La force de la coutume, Enquête, Hérodote

Ndlr : Au sujet des folies de Cambyse

En définitive, il me semble absolument évident que ce roi fut complètement fou ; sinon, il ne se serait pas permis de railler les choses que la piété ou la coutume commande de respecter. En effet, que l’on propose à tous les hommes de choisir, entre les coutumes qui existent, celles qui sont les plus belles et chacun désignera celles de son pays – tant chacun juge ses propres coutumes supérieures à toutes les autres.
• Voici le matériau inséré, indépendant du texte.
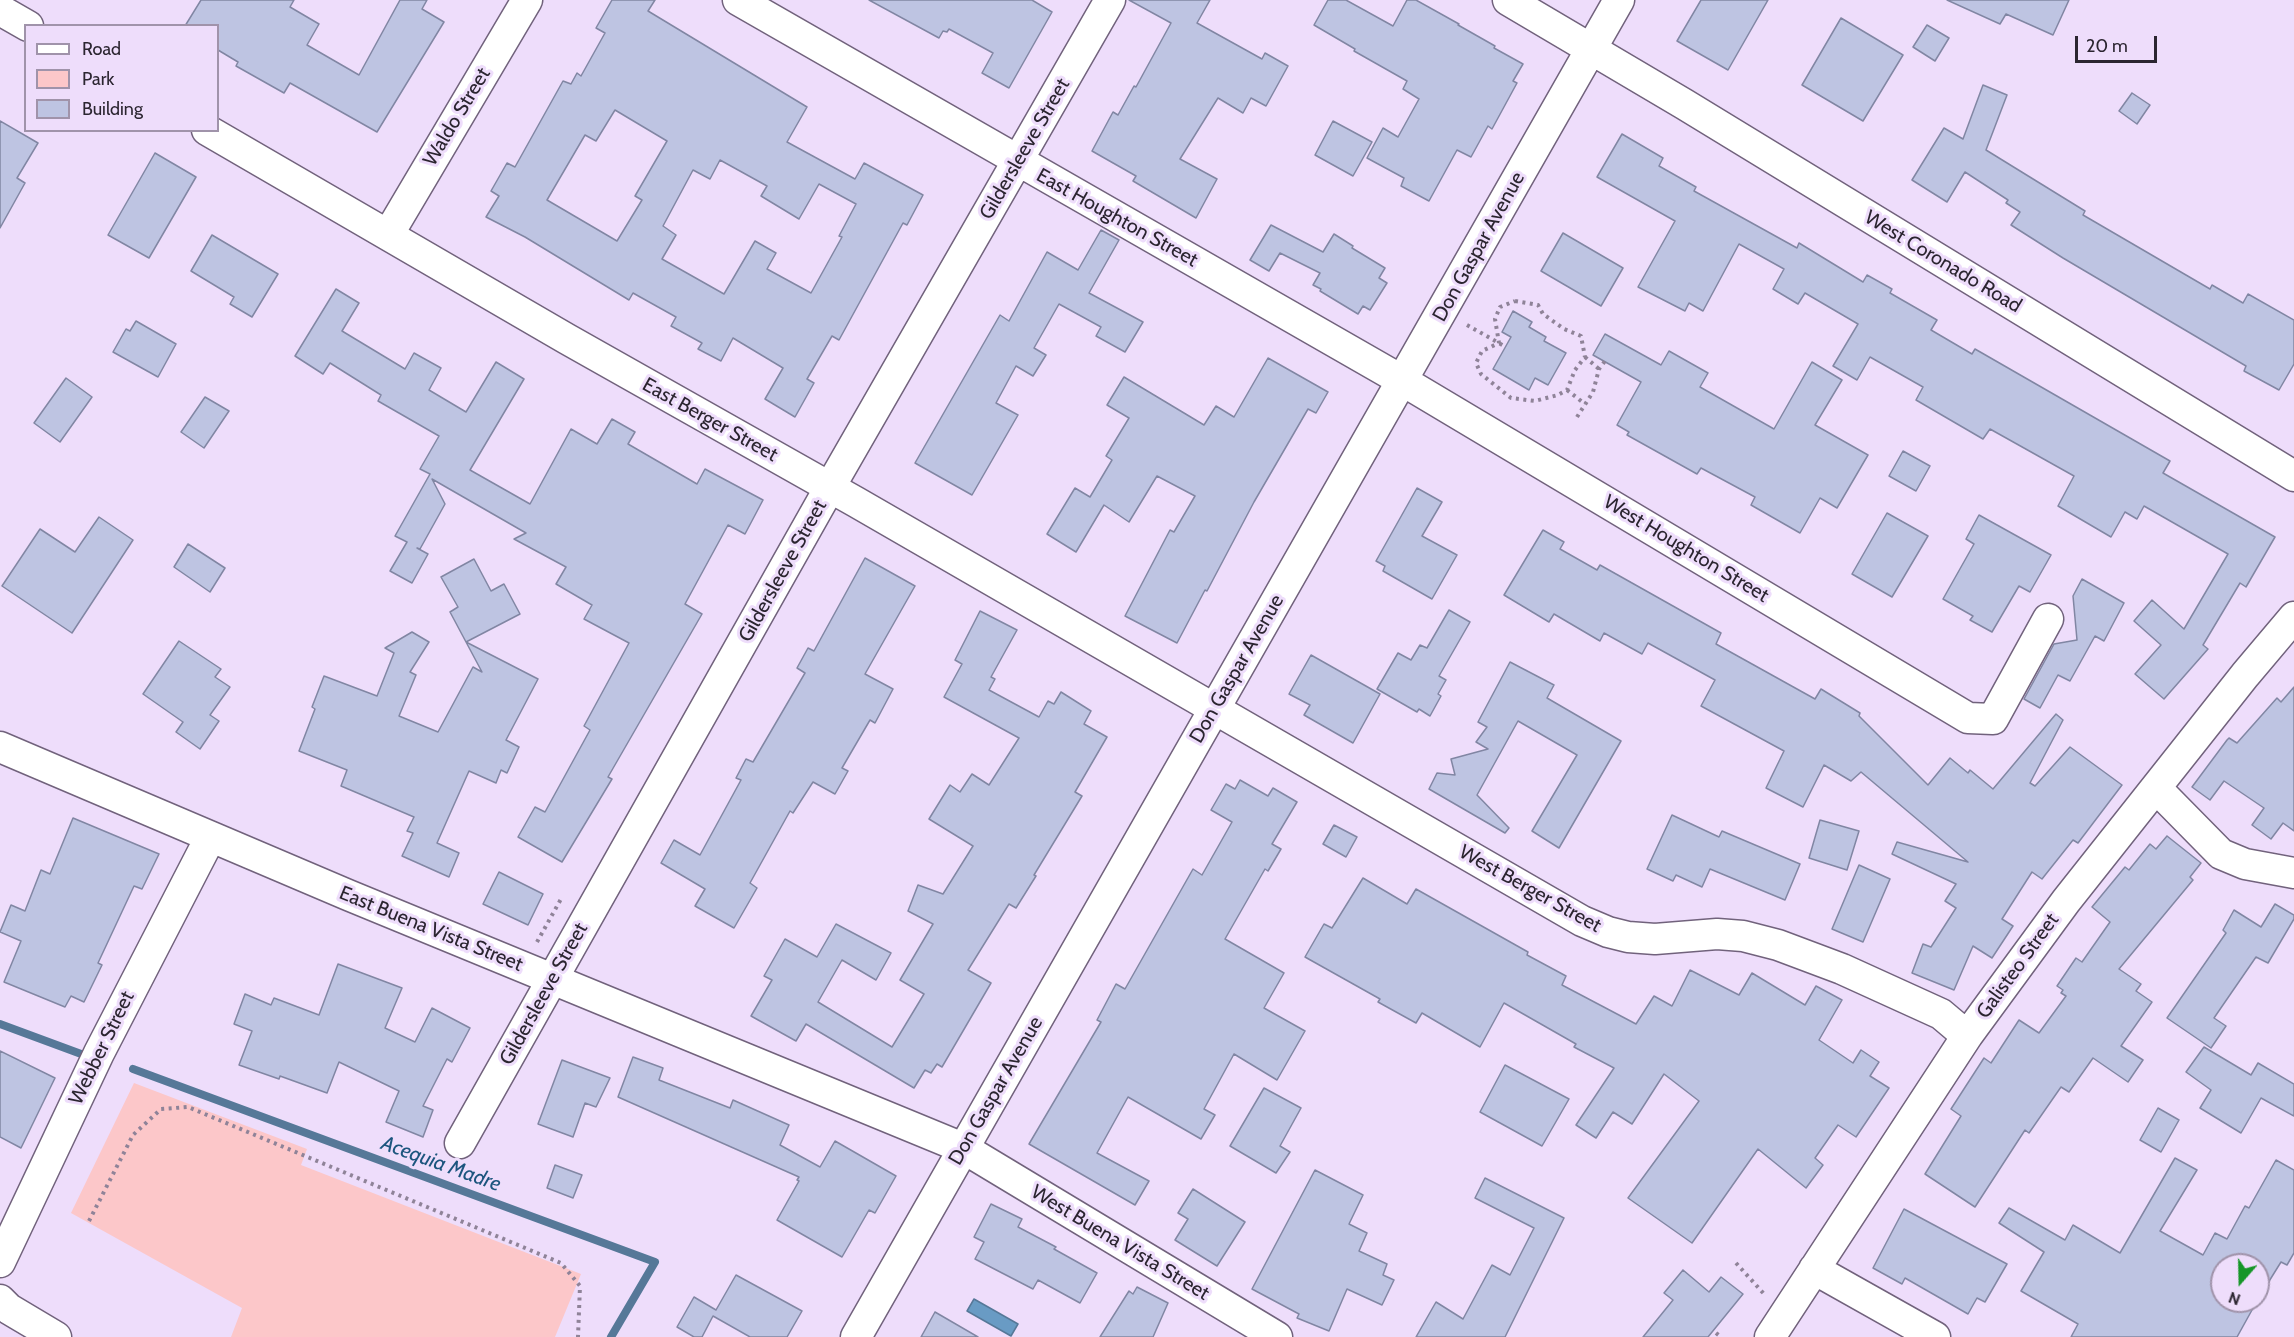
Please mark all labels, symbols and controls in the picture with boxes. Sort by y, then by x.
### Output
legend [24,24,219,132]
scale bar [2078,24,2160,62]
text: 20 m [2086,35,2128,57]
text: Road [82,38,121,60]
street label: Waldo Street [418,64,496,170]
text: Park [82,68,114,90]
street label: Gildersleeve Street [975,74,1075,224]
text: Building [82,98,143,120]
street label: East Houghton Street [1032,164,1202,272]
street label: Don Gaspar Avenue [1428,168,1530,326]
street label: West Coronado Road [1860,206,2026,318]
street label: East Berger Street [638,373,782,467]
street label: West Houghton Street [1599,490,1773,608]
street label: Gildersleeve Street [734,496,832,646]
street label: Don Gaspar Avenue [1185,591,1289,747]
street label: West Berger Street [1455,840,1605,938]
street label: East Buena Vista Street [336,881,526,977]
street label: Galisteo Street [1972,909,2064,1023]
street label: Gildersleeve Street [495,919,593,1069]
street label: Webber Street [64,987,140,1109]
street label: Don Gaspar Avenue [944,1013,1048,1169]
water label: Acequia Madre [378,1131,504,1197]
street label: West Buena Vista Street [1027,1180,1213,1306]
north arrow [2210,1253,2270,1313]
text: N [2226,1288,2243,1309]

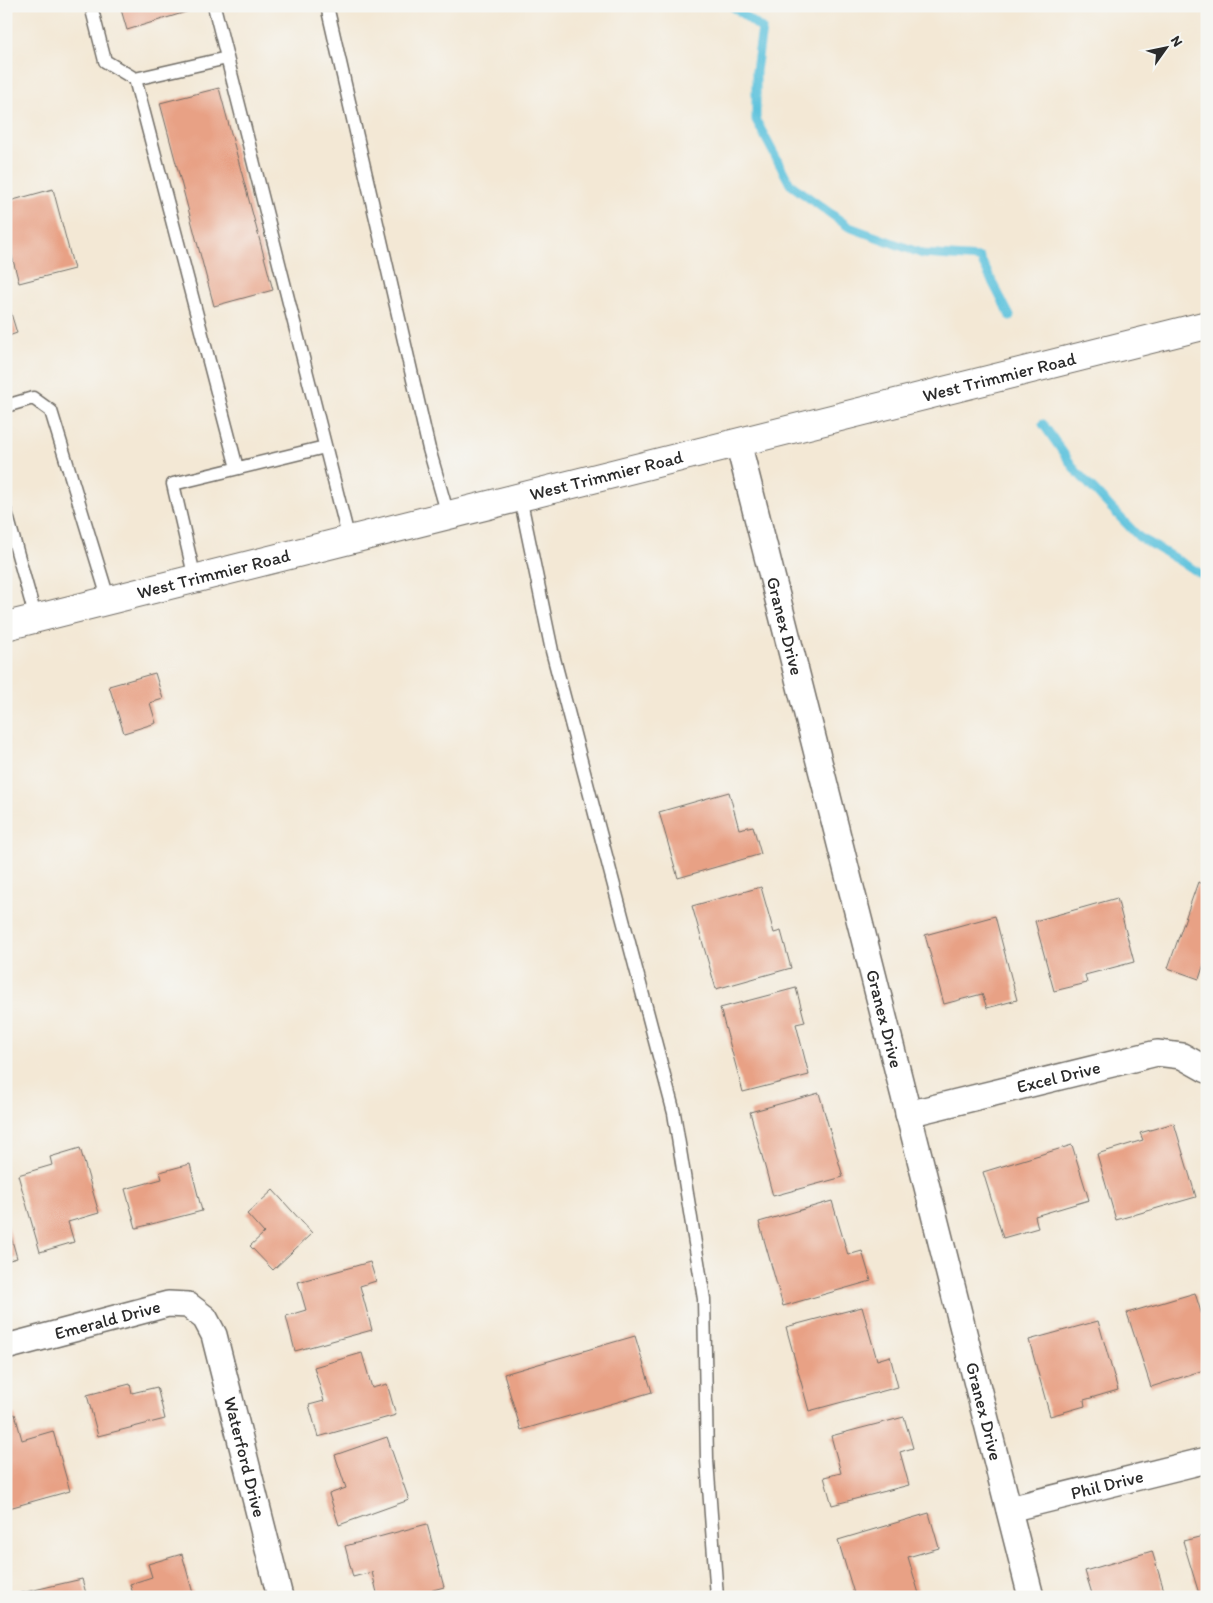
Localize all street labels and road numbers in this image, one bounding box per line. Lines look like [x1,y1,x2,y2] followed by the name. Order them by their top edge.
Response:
[920,347,1078,407] street label: West Trimmier Road
[527,446,686,505] street label: West Trimmier Road
[135,544,293,604] street label: West Trimmier Road
[762,575,808,678] street label: Granex Drive
[861,967,907,1070] street label: Granex Drive
[1015,1056,1103,1098] street label: Excel Drive
[52,1295,163,1345] street label: Emerald Drive
[961,1360,1007,1463] street label: Granex Drive
[219,1394,270,1520] street label: Waterford Drive
[1069,1465,1146,1504] street label: Phil Drive

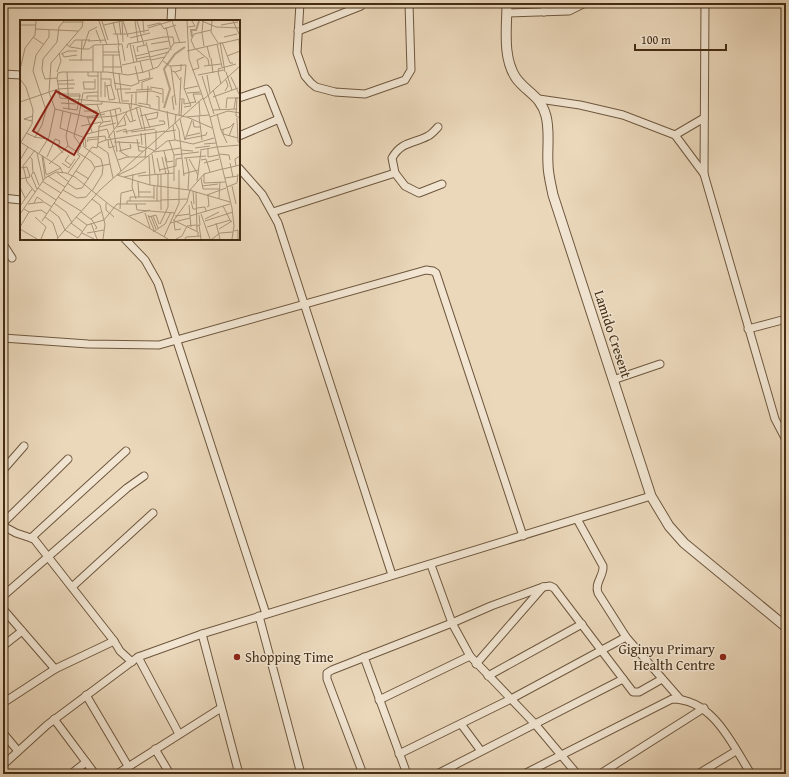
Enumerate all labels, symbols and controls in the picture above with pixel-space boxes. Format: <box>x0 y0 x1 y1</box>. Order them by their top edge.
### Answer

Il n’est donc pas normal, pour tout autre qu’un fou du moins, de tourner en dérision les choses de ce genre. – Tous les hommes sont convaincus de l’excellence de leurs coutumes, en voici une preuve entre bien d’autres ; au temps où Darius régnait, il fit un jour venir les Grecs qui se trouvaient dans son palais et leur demanda à quel prix ils consentiraient à manger, à sa mort, le corps de leur père : ils répondirent tous qu’il ne le feraient jamais, à aucun prix. Darius fit ensuite venir les Indiens qu’on appelle Callaties1, qui eux, mangent leurs parents ; devant les Grecs (qui suivaient l’entretien grâce à un interprète), il leur demanda à quel prix il se résoudraient à brûler sur un bûcher le corps de leur père : les Indiens poussèrent les hauts cris et le prièrent instamment de ne pas tenir de propos sacrilèges. Voila bien la force de la coutume, et Pindare a raison, à mon avis, de la nommer dans ses vers « la reine du monde » .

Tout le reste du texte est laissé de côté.